** Dataset extract follows **

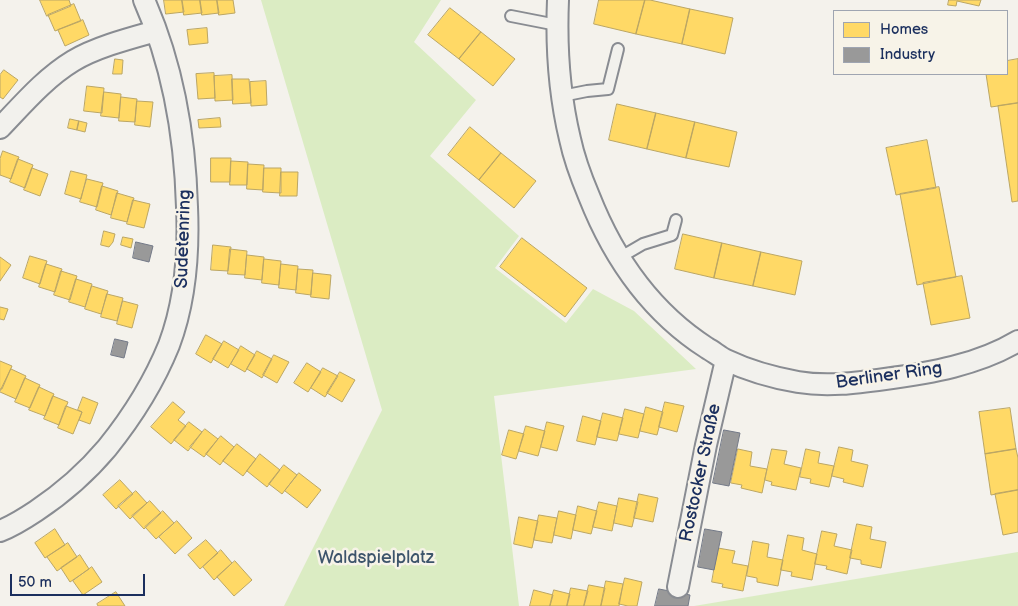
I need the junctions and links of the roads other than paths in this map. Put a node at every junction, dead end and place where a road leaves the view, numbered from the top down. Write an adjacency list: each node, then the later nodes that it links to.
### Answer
1 (144, 0): 5 (street, Sudetenring)
2 (558, 0): 4 (street, Berliner Ring)
3 (512, 16): 4 (lane)
4 (557, 25): 7 (street, Berliner Ring)
5 (156, 31): 8 (street); 13 (street, Sudetenring)
6 (618, 49): 7 (lane)
7 (562, 96): 10 (street, Berliner Ring)
8 (0, 128)
9 (676, 220): 10 (lane)
10 (620, 258): 12 (street, Berliner Ring)
11 (1018, 341): 12 (street, Berliner Ring)
12 (726, 360): 14 (street, Rostocker Straße)
13 (0, 531)
14 (678, 587)

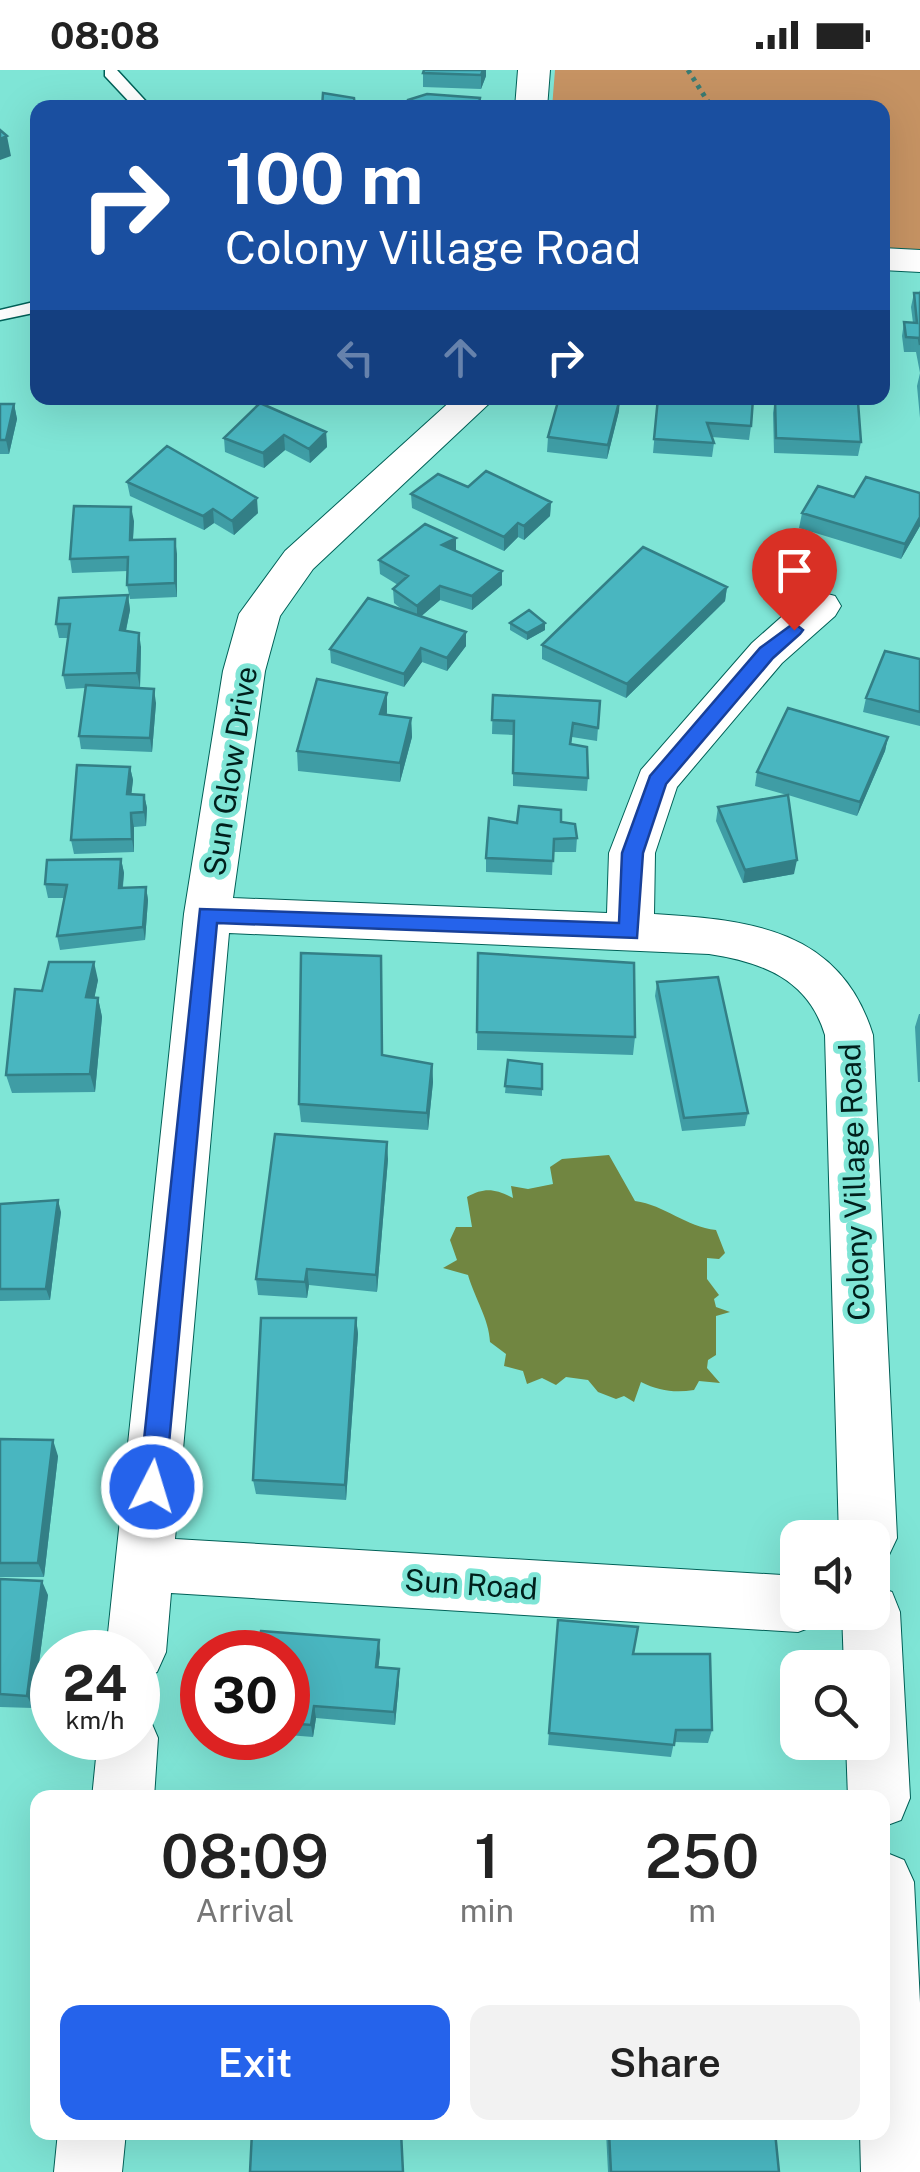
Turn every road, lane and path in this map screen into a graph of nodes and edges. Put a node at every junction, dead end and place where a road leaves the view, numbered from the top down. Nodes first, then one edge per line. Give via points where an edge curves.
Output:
1 (534, 70) edge
2 (688, 70) edge
3 (111, 73) dead end
4 (136, 100) edge
5 (532, 100) edge
6 (707, 100) edge
7 (890, 259) edge
8 (920, 261) edge
9 (30, 308) edge
10 (0, 316) edge
11 (468, 405) edge
12 (820, 606) dead end
13 (207, 914) junction
14 (630, 932) junction
15 (867, 1520) edge
16 (144, 1564) junction
17 (780, 1603) edge
18 (138, 1630) edge
19 (872, 1630) edge
20 (126, 1760) edge
21 (124, 1790) edge
22 (879, 1790) edge
23 (890, 2060) edge
24 (91, 2140) edge
25 (88, 2172) edge
26 (895, 2172) edge

1 - 5 street
2 - 6 path
3 - 4 lane
7 - 8 street
9 - 10 lane
11 - 13 street, Sun Glow Drive via 299,560 260,614 244,671
12 - 14 street via 766,653 657,781 632,853
13 - 14 street, Colony Village Road
13 - 16 street, Sun Glow Drive
14 - 15 street, Colony Village Road via 775,950 804,965 842,1008 850,1034
16 - 17 street, Sun Road
16 - 18 street, Sun Glow Drive
19 - 22 street
20 - 21 street
23 - 26 street
24 - 25 street

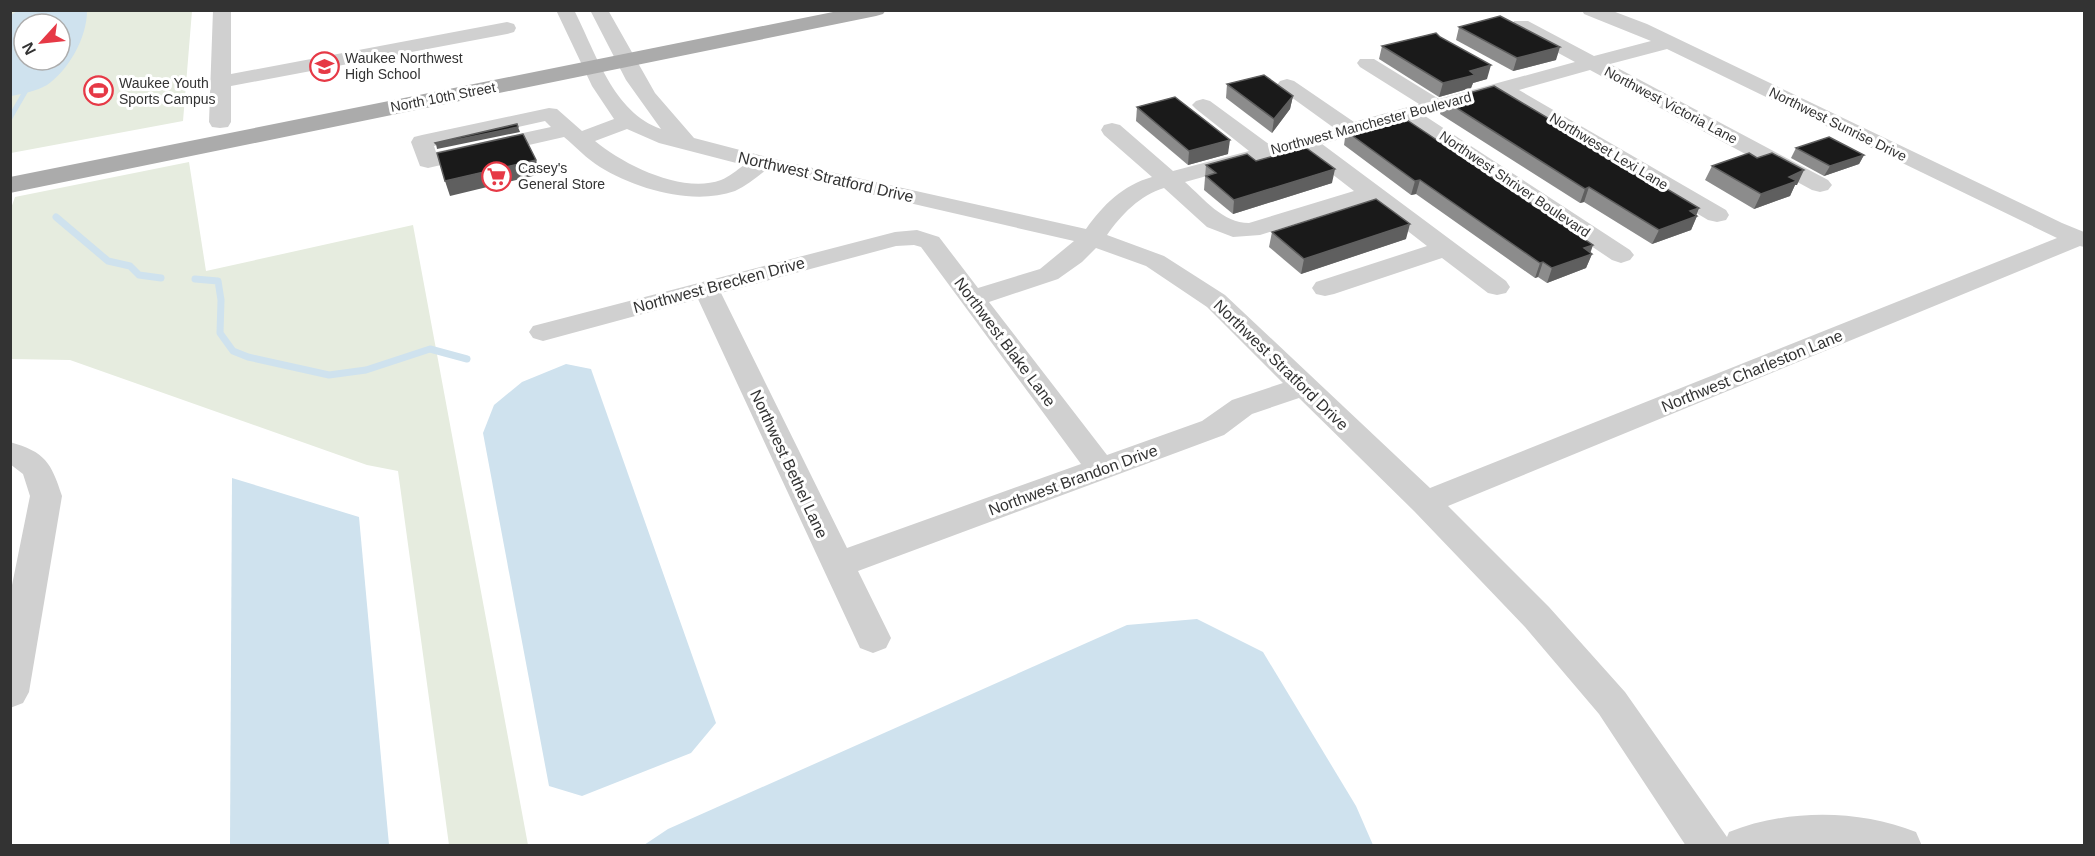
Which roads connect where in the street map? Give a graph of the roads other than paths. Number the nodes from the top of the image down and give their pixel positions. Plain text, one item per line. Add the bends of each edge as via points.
1 (222, 10) edge
2 (565, 10) edge
3 (599, 10) edge
4 (789, 10) edge
5 (876, 10) edge
6 (1591, 10) edge
7 (1521, 26) edge
8 (507, 28) dead end
9 (1669, 42) junction
10 (621, 53) junction
11 (589, 59) junction
12 (1367, 63) dead end
13 (1592, 63) junction
14 (1505, 81) junction
15 (222, 82) junction
16 (1287, 85) dead end
17 (1203, 105) dead end
18 (1436, 106) junction
19 (1408, 114) junction
20 (630, 121) junction
21 (220, 122) junction
22 (1350, 129) junction
23 (1112, 130) dead end
24 (573, 135) junction
25 (1305, 142) junction
26 (687, 143) junction
27 (1265, 152) junction
28 (762, 162) junction
29 (10, 164) edge
30 (1168, 179) junction
31 (10, 185) edge
32 (1820, 186) dead end
33 (1371, 193) junction
34 (1717, 215) dead end
35 (1092, 238) junction
36 (895, 239) joint
37 (2082, 239) edge
38 (1446, 249) junction
39 (1621, 255) dead end
40 (1497, 287) dead end
41 (1325, 288) dead end
42 (706, 289) junction
43 (972, 298) junction
44 (543, 332) dead end
45 (1303, 386) junction
46 (10, 453) edge
47 (1102, 470) junction
48 (1425, 503) junction
49 (837, 565) junction
50 (873, 638) dead end
51 (10, 692) edge
52 (1710, 846) edge
53 (1744, 846) edge
54 (1901, 846) edge

1 - 15 street
2 - 11 street, Northwest Stratford Drive
3 - 10 street
4 - 10 main road, North 10th Street
5 - 10 main road, North 10th Street
6 - 9 street, Northwest Sunrise Drive
7 - 13 street, Northwest Victoria Lane
8 - 15 street
9 - 13 street, Northwest Manchester Boulevard
9 - 37 street, Northwest Sunrise Drive
10 - 11 main road, North 10th Street
10 - 26 street via 640,90
11 - 20 street, Northwest Stratford Drive via 618,112
11 - 21 main road, North 10th Street
11 - 31 main road, North 10th Street
12 - 18 street, Northwest Shriver Boulevard
13 - 14 street, Northwest Manchester Boulevard
13 - 32 street, Northwest Victoria Lane
14 - 18 street, Northwest Manchester Boulevard
14 - 34 street, Northweset Lexi Lane
15 - 21 street
16 - 22 street
17 - 27 street
18 - 19 street, Northwest Manchester Boulevard
19 - 22 street, Northwest Manchester Boulevard
19 - 39 street, Northwest Shriver Boulevard
20 - 24 street
20 - 26 street, Northwest Stratford Drive via 641,129
21 - 29 main road, North 10th Street
22 - 25 street, Northwest Manchester Boulevard
23 - 30 street
24 - 24 street via 428,161 422,142 549,114
24 - 28 street via 609,162 684,189 722,187
25 - 27 street, Northwest Manchester Boulevard
25 - 33 street
26 - 28 street, Northwest Stratford Drive
27 - 30 street, Northwest Manchester Boulevard
28 - 35 street, Northwest Stratford Drive
30 - 33 street via 1216,222 1233,230 1251,230
30 - 35 street, Northwest Manchester Boulevard via 1142,187 1125,200
33 - 38 street
35 - 43 street, Northwest Manchester Boulevard via 1049,274
35 - 45 street, Northwest Stratford Drive via 1155,261 1216,301
36 - 42 street, Northwest Brecken Drive
36 - 43 street, Northwest Blake Lane via 916,237 930,242
37 - 48 street, Northwest Charleston Lane
38 - 40 street
38 - 41 street
42 - 44 street, Northwest Brecken Drive
42 - 49 street, Northwest Bethel Lane
43 - 47 street, Northwest Blake Lane
45 - 47 street, Northwest Brandon Drive via 1242,406 1213,428
45 - 48 street, Northwest Stratford Drive
46 - 51 street via 37,467 46,495
47 - 49 street, Northwest Brandon Drive
48 - 52 street, Northwest Stratford Drive via 1537,618 1612,703
49 - 50 street, Northwest Bethel Lane
53 - 54 street via 1802,834 1858,837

** End of Dataset extract **

Aim of the exercise
Copy all of the entries verbatim, leaving out any pictures they contain.

Answer box
I need the junctions and links of the roads other than paths in this map. Put a node at every junction, dead end and place where a road leaves the view, numbered from the top down. Write an adjacency list: each node, then the later nodes that it links to.
### Answer
1 (144, 0): 5 (street, Sudetenring)
2 (558, 0): 4 (street, Berliner Ring)
3 (512, 16): 4 (lane)
4 (557, 25): 7 (street, Berliner Ring)
5 (156, 31): 8 (street); 13 (street, Sudetenring)
6 (618, 49): 7 (lane)
7 (562, 96): 10 (street, Berliner Ring)
8 (0, 128)
9 (676, 220): 10 (lane)
10 (620, 258): 12 (street, Berliner Ring)
11 (1018, 341): 12 (street, Berliner Ring)
12 (726, 360): 14 (street, Rostocker Straße)
13 (0, 531)
14 (678, 587)

Turn every road, lane and path in this map screen into a graph of nodes and edges. Put a node at every junction, dead end and place where a road leaves the view, numbered from the top down. Nodes first, then one edge per line. Give via points where an edge curves.
Output:
1 (534, 70) edge
2 (688, 70) edge
3 (111, 73) dead end
4 (136, 100) edge
5 (532, 100) edge
6 (707, 100) edge
7 (890, 259) edge
8 (920, 261) edge
9 (30, 308) edge
10 (0, 316) edge
11 (468, 405) edge
12 (820, 606) dead end
13 (207, 914) junction
14 (630, 932) junction
15 (867, 1520) edge
16 (144, 1564) junction
17 (780, 1603) edge
18 (138, 1630) edge
19 (872, 1630) edge
20 (126, 1760) edge
21 (124, 1790) edge
22 (879, 1790) edge
23 (890, 2060) edge
24 (91, 2140) edge
25 (88, 2172) edge
26 (895, 2172) edge

1 - 5 street
2 - 6 path
3 - 4 lane
7 - 8 street
9 - 10 lane
11 - 13 street, Sun Glow Drive via 299,560 260,614 244,671
12 - 14 street via 766,653 657,781 632,853
13 - 14 street, Colony Village Road
13 - 16 street, Sun Glow Drive
14 - 15 street, Colony Village Road via 775,950 804,965 842,1008 850,1034
16 - 17 street, Sun Road
16 - 18 street, Sun Glow Drive
19 - 22 street
20 - 21 street
23 - 26 street
24 - 25 street

Which roads connect where in the street map? Give a graph of the roads other than paths. Number the nodes from the top of the image down and give their pixel positions. Plain text, one item per line. Add the bends of each edge as via points.
1 (222, 10) edge
2 (565, 10) edge
3 (599, 10) edge
4 (789, 10) edge
5 (876, 10) edge
6 (1591, 10) edge
7 (1521, 26) edge
8 (507, 28) dead end
9 (1669, 42) junction
10 (621, 53) junction
11 (589, 59) junction
12 (1367, 63) dead end
13 (1592, 63) junction
14 (1505, 81) junction
15 (222, 82) junction
16 (1287, 85) dead end
17 (1203, 105) dead end
18 (1436, 106) junction
19 (1408, 114) junction
20 (630, 121) junction
21 (220, 122) junction
22 (1350, 129) junction
23 (1112, 130) dead end
24 (573, 135) junction
25 (1305, 142) junction
26 (687, 143) junction
27 (1265, 152) junction
28 (762, 162) junction
29 (10, 164) edge
30 (1168, 179) junction
31 (10, 185) edge
32 (1820, 186) dead end
33 (1371, 193) junction
34 (1717, 215) dead end
35 (1092, 238) junction
36 (895, 239) joint
37 (2082, 239) edge
38 (1446, 249) junction
39 (1621, 255) dead end
40 (1497, 287) dead end
41 (1325, 288) dead end
42 (706, 289) junction
43 (972, 298) junction
44 (543, 332) dead end
45 (1303, 386) junction
46 (10, 453) edge
47 (1102, 470) junction
48 (1425, 503) junction
49 (837, 565) junction
50 (873, 638) dead end
51 (10, 692) edge
52 (1710, 846) edge
53 (1744, 846) edge
54 (1901, 846) edge

1 - 15 street
2 - 11 street, Northwest Stratford Drive
3 - 10 street
4 - 10 main road, North 10th Street
5 - 10 main road, North 10th Street
6 - 9 street, Northwest Sunrise Drive
7 - 13 street, Northwest Victoria Lane
8 - 15 street
9 - 13 street, Northwest Manchester Boulevard
9 - 37 street, Northwest Sunrise Drive
10 - 11 main road, North 10th Street
10 - 26 street via 640,90
11 - 20 street, Northwest Stratford Drive via 618,112
11 - 21 main road, North 10th Street
11 - 31 main road, North 10th Street
12 - 18 street, Northwest Shriver Boulevard
13 - 14 street, Northwest Manchester Boulevard
13 - 32 street, Northwest Victoria Lane
14 - 18 street, Northwest Manchester Boulevard
14 - 34 street, Northweset Lexi Lane
15 - 21 street
16 - 22 street
17 - 27 street
18 - 19 street, Northwest Manchester Boulevard
19 - 22 street, Northwest Manchester Boulevard
19 - 39 street, Northwest Shriver Boulevard
20 - 24 street
20 - 26 street, Northwest Stratford Drive via 641,129
21 - 29 main road, North 10th Street
22 - 25 street, Northwest Manchester Boulevard
23 - 30 street
24 - 24 street via 428,161 422,142 549,114
24 - 28 street via 609,162 684,189 722,187
25 - 27 street, Northwest Manchester Boulevard
25 - 33 street
26 - 28 street, Northwest Stratford Drive
27 - 30 street, Northwest Manchester Boulevard
28 - 35 street, Northwest Stratford Drive
30 - 33 street via 1216,222 1233,230 1251,230
30 - 35 street, Northwest Manchester Boulevard via 1142,187 1125,200
33 - 38 street
35 - 43 street, Northwest Manchester Boulevard via 1049,274
35 - 45 street, Northwest Stratford Drive via 1155,261 1216,301
36 - 42 street, Northwest Brecken Drive
36 - 43 street, Northwest Blake Lane via 916,237 930,242
37 - 48 street, Northwest Charleston Lane
38 - 40 street
38 - 41 street
42 - 44 street, Northwest Brecken Drive
42 - 49 street, Northwest Bethel Lane
43 - 47 street, Northwest Blake Lane
45 - 47 street, Northwest Brandon Drive via 1242,406 1213,428
45 - 48 street, Northwest Stratford Drive
46 - 51 street via 37,467 46,495
47 - 49 street, Northwest Brandon Drive
48 - 52 street, Northwest Stratford Drive via 1537,618 1612,703
49 - 50 street, Northwest Bethel Lane
53 - 54 street via 1802,834 1858,837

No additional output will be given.